◆ Problem to solve: The reply should hold every line of the data below, unchanged, and none of the pictures.

◆ The input:
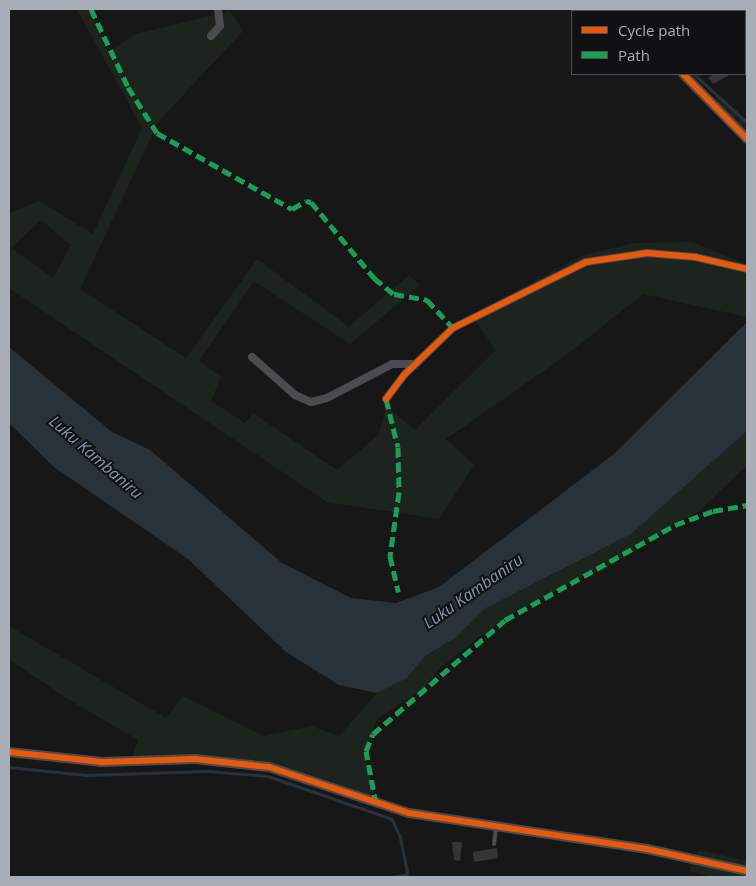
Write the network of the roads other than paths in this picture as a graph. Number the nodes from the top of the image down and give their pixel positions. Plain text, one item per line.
1 (218, 9) edge
2 (211, 36) dead end
3 (684, 75) edge
4 (747, 139) edge
5 (747, 269) edge
6 (252, 357) dead end
7 (415, 364) junction
8 (386, 399) dead end
9 (9, 752) edge
10 (495, 833) junction
11 (494, 844) dead end
12 (747, 871) edge

1 - 2 street
3 - 4 street
5 - 7 street
6 - 7 street
7 - 8 street
9 - 10 street
10 - 11 lane
10 - 12 street

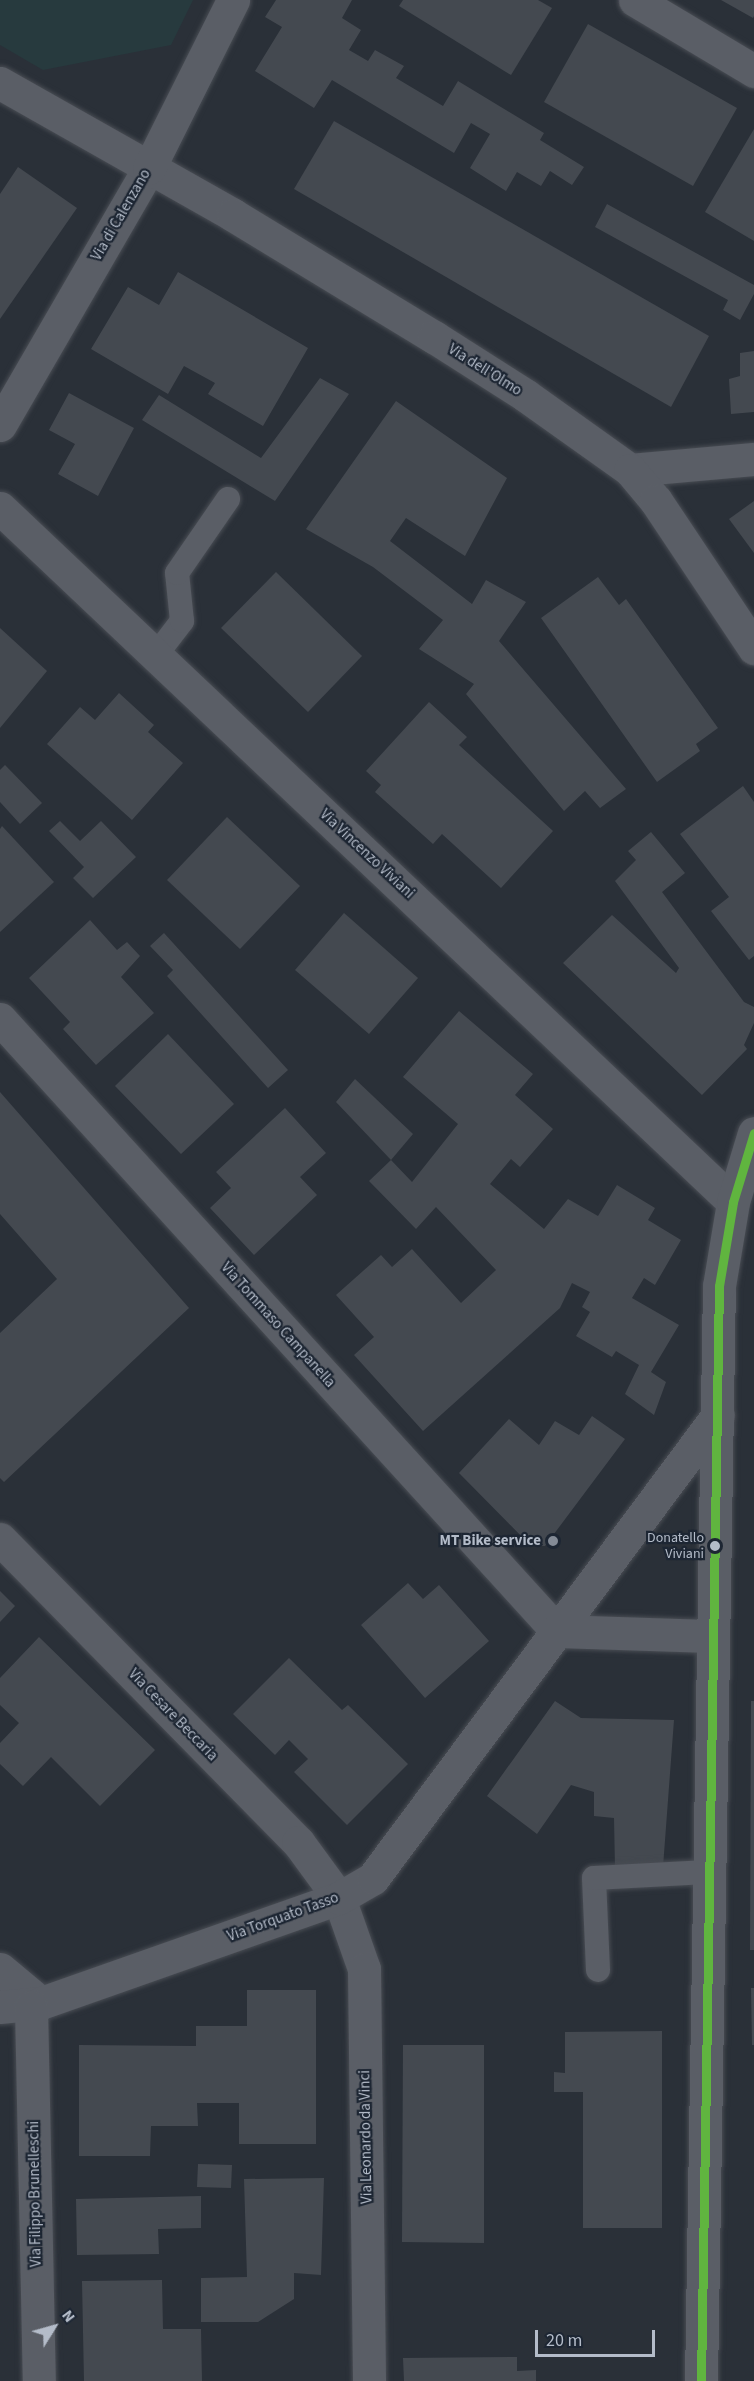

◆ Exercise answer:
Write the network of the roads other than paths in this picture as a graph. Number the nodes from the top of the image down and give their pixel positions. Plain text, one item per line.
1 (218, 9) edge
2 (211, 36) dead end
3 (684, 75) edge
4 (747, 139) edge
5 (747, 269) edge
6 (252, 357) dead end
7 (415, 364) junction
8 (386, 399) dead end
9 (9, 752) edge
10 (495, 833) junction
11 (494, 844) dead end
12 (747, 871) edge

1 - 2 street
3 - 4 street
5 - 7 street
6 - 7 street
7 - 8 street
9 - 10 street
10 - 11 lane
10 - 12 street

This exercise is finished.